今度もすぐに返事が来ました。写真も添付してありました。

私にみえたのは、Iさんの愛犬、ニック君でした。愛犬といっても、一緒に暮らせたのは、

わずか半年ほど、東北の大震災の年だったそうです。

当時Iさんは、2011年に東北を襲った巨大地震の、圏内に暮らしていました。
その時は、太平洋の海沿いの街で、教師をしていたとのことです。

ニック君はもともと野犬として捕獲され、愛護センターで処分寸前の犬でした。
攻撃性はないものの人に慣れない怖がりな犬で、中々引き取ってくれる人がいなかったのです。

 

震災の前年秋に、保護団体の人を介し、ニック君はIさんの犬になりました。

 

それまでIさんは犬と暮らしたことがなく、1人暮らしでしたので、
譲渡対象者として、有利とはいえません。

それでもIさんの犬になったのは、Iさんの熱意と、職種の安定性、
当時住んでいた祖母の家の敷地が広くて、回りの環境が良いと判断されたからでした。

それに加えて、お見合いの時、初めて見たIさんにニック君は、歯を見せて
「ニッ」と、笑ったことが決めてとなったのです。臆病な彼が、
初めての人を見て笑うなど、考えられないことでした。

名前のニックも、そのことからきています。

 

「それがあんなことになるなんて」と、電話口のIさんは涙声になりました。

あの巨大な揺れに襲われた日、Iさんはたまたま有休を取り、祖母のホームに行っていました。
その帰り道、運転中に被災したのでした。

天と地がひっくり返ったかと思うような揺れだったそうです。揺れがおさまった時、
Iさんの頭には、祖母、学校の子供達、ニックの顔が同時に浮かんだそうです。
彼女が最初に向かったのは、海に一番近い学校でした。
自宅の方が近かったのですが、学校に向かいました。

 

結果は、生徒にもニック君にも会うことはできませんでした。Iさん自身も途中で車を捨てて、
命からがら逃げるのがやっとで、全てが流されてしまいました。

その日からずっと、Iさんは悔いて、自分を責めながら生きてきたと言います。

学校をやめ、両親が住む街に移り住み、ひっそりと生きてきたのです。

悪夢にうなされなくなったのは最近のことで、それさえ、自分1人が忘れてしまったようで、
申し訳なく思うほどだと言いました。

 

特にニック君に対しては、自分の所へ死ぬために来たようなもので、あの時なぜ、
一番近かった自宅へ真っ先に戻らなかったのか、ずっと自分を責めてきたのでした。

 

でも実は、ニック君がIさんに伝えたかったのは、まさにその部分でした。

ニック君はこう言いました。「お母さんが、あの時学校に行こうと思ったのは、
仕事の責任感からだって、僕はわかっているよ」と。そしてさらに、驚くことを言ってきたのです。
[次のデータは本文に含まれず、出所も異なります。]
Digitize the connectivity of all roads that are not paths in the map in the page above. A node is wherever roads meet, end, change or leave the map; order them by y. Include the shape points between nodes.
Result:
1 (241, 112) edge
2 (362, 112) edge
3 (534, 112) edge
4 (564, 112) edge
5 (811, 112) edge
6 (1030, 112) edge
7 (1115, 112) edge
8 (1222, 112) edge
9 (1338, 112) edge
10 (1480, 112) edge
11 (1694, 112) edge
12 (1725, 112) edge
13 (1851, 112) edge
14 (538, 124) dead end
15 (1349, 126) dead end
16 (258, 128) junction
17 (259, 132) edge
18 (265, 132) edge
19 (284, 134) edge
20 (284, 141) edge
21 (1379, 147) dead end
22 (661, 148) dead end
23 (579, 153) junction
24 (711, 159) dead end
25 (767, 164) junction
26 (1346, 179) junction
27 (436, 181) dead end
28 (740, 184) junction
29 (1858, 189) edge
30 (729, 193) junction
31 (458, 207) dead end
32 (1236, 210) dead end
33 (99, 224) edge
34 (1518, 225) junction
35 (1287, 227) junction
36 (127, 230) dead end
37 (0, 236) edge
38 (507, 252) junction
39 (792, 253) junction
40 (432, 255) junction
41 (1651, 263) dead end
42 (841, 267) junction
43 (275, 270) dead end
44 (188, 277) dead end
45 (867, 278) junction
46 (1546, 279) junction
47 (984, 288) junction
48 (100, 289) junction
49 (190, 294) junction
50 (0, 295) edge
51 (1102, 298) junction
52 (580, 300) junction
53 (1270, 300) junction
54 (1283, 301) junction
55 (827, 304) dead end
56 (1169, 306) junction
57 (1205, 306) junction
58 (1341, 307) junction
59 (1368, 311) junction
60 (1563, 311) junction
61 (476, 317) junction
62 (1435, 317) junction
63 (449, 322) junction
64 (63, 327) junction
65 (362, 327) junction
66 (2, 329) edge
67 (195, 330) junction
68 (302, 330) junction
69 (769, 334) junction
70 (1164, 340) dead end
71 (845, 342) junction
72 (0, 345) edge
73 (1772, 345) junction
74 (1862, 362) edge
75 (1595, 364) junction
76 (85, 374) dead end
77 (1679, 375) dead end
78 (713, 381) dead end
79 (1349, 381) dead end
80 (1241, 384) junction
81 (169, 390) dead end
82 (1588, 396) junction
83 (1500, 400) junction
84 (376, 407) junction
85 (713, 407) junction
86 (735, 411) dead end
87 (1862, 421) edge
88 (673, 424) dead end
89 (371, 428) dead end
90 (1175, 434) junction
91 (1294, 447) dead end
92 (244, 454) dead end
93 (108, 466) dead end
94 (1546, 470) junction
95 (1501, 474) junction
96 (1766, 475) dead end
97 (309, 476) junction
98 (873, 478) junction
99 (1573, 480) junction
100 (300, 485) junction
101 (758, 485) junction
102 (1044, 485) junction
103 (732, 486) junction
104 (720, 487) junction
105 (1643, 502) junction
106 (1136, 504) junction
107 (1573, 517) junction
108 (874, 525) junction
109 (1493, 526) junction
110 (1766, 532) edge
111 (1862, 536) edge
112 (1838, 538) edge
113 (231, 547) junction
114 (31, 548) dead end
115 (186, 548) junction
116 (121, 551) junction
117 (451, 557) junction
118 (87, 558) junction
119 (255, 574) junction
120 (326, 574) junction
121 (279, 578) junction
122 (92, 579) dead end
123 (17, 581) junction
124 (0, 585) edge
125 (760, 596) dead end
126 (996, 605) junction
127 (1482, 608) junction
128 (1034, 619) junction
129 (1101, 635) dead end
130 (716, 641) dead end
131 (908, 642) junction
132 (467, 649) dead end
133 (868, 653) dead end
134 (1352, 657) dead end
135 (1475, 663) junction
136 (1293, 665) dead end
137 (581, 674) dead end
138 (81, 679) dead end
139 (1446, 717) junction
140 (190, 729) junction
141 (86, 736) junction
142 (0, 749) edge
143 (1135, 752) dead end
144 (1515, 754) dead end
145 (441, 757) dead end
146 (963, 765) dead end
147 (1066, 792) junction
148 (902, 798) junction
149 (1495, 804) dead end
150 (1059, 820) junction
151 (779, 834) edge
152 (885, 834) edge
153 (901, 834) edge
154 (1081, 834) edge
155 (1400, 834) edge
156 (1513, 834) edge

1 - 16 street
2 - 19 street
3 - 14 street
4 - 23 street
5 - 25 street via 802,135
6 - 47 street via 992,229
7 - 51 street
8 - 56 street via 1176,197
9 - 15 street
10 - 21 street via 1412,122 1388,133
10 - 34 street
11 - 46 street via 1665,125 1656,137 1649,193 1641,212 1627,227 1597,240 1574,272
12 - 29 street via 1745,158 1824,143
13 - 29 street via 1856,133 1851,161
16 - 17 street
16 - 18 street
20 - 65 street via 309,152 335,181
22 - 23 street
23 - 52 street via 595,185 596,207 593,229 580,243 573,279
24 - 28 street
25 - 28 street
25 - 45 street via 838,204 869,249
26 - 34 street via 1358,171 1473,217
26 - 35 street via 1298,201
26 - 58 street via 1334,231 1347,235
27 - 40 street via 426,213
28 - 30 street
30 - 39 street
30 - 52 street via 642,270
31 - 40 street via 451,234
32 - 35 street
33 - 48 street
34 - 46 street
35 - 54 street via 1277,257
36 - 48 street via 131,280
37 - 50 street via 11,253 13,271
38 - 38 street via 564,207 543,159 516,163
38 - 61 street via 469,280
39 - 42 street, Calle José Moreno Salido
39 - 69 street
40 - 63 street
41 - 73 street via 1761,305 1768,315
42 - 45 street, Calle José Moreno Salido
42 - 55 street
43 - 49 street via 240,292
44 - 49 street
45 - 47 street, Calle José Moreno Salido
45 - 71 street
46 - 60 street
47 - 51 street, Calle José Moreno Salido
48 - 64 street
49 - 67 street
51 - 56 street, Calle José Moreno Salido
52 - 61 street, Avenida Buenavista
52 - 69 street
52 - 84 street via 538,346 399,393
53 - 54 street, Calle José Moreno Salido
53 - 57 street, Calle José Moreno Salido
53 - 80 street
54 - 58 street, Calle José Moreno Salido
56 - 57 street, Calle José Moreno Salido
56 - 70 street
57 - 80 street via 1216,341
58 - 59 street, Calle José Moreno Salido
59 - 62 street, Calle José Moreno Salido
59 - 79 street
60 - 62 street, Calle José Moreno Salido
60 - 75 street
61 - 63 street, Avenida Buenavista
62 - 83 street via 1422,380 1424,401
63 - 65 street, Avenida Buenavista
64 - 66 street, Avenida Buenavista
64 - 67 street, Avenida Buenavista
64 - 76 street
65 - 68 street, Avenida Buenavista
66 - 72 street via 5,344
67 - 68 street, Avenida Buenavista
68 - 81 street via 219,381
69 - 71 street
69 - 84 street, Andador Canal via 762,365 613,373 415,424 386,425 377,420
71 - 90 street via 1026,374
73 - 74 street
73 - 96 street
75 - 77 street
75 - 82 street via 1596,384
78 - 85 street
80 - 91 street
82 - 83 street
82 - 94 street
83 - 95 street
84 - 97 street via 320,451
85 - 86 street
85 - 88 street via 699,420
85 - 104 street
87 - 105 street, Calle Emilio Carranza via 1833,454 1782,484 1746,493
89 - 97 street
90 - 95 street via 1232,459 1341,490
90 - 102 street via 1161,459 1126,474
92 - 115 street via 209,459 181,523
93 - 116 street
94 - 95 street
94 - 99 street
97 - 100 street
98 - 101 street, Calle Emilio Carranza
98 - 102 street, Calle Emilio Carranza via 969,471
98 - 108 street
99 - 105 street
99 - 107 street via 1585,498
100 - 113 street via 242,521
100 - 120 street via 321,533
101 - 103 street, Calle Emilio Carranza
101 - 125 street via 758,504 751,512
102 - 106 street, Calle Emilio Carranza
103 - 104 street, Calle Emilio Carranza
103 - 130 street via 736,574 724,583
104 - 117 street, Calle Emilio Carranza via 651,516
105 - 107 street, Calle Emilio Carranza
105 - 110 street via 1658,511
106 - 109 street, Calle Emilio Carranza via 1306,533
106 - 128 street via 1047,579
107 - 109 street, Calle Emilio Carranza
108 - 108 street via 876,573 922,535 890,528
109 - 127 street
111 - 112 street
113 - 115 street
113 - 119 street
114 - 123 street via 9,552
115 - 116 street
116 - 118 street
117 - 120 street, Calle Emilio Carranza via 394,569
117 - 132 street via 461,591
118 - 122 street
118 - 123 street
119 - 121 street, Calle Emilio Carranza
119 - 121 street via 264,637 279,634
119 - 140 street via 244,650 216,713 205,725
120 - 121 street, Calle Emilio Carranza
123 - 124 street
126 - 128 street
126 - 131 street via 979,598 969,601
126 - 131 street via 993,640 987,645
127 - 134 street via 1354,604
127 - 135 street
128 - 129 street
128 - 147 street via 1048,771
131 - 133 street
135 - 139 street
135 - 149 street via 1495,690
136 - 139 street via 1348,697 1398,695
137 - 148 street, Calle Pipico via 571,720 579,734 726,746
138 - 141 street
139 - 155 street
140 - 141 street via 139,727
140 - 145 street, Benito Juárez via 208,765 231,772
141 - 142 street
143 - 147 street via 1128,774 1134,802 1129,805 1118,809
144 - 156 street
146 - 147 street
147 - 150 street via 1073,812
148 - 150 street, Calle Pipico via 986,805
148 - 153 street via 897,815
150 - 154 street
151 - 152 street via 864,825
家も流された濁流で生きているまいと思っていたニック君でしたが、何かの切れ端に乗って流され、
途中から泳いで山に逃げ込んだと教えてくれました。

今はもう亡くなっていましたが、あの震災で亡くなったわけではないと言うのです。

「僕は人に慣れることが難しい犬だったけれど、お母さんと暮らした半年は夢のように幸せだった」
と、教えてくれたのでした。

 

ニック君の死に関しては、今となって確かめようもないのですが、Iさんと私、双方の心に変化をもたらしました。

今Iさんは、再び子供に関わる仕事をしたいと思うようになったそうです。

 

私の方は、アニマルコミュニケーションの力を実感できた出来事でした。

ともすれば、誰か呼んでくれる人がいるのかしら・・・という孤独を感じながら書いているブログも、
誰かの心を温かくしている。そのことを、こうして身をもって実感できたことも大きな成果でした。

 

 

来年も、必要などうぶつと人に繋がることを信じて、コツコツと努力をしていきたいと思います。

 

今年1年、ありがとうございました。

新しい年が、人とどうぶつにとって、少しでも優しく明るい年となりますように。

 

長文、お読みくださりありがとうございます。

皆さま良いお年をお迎えください。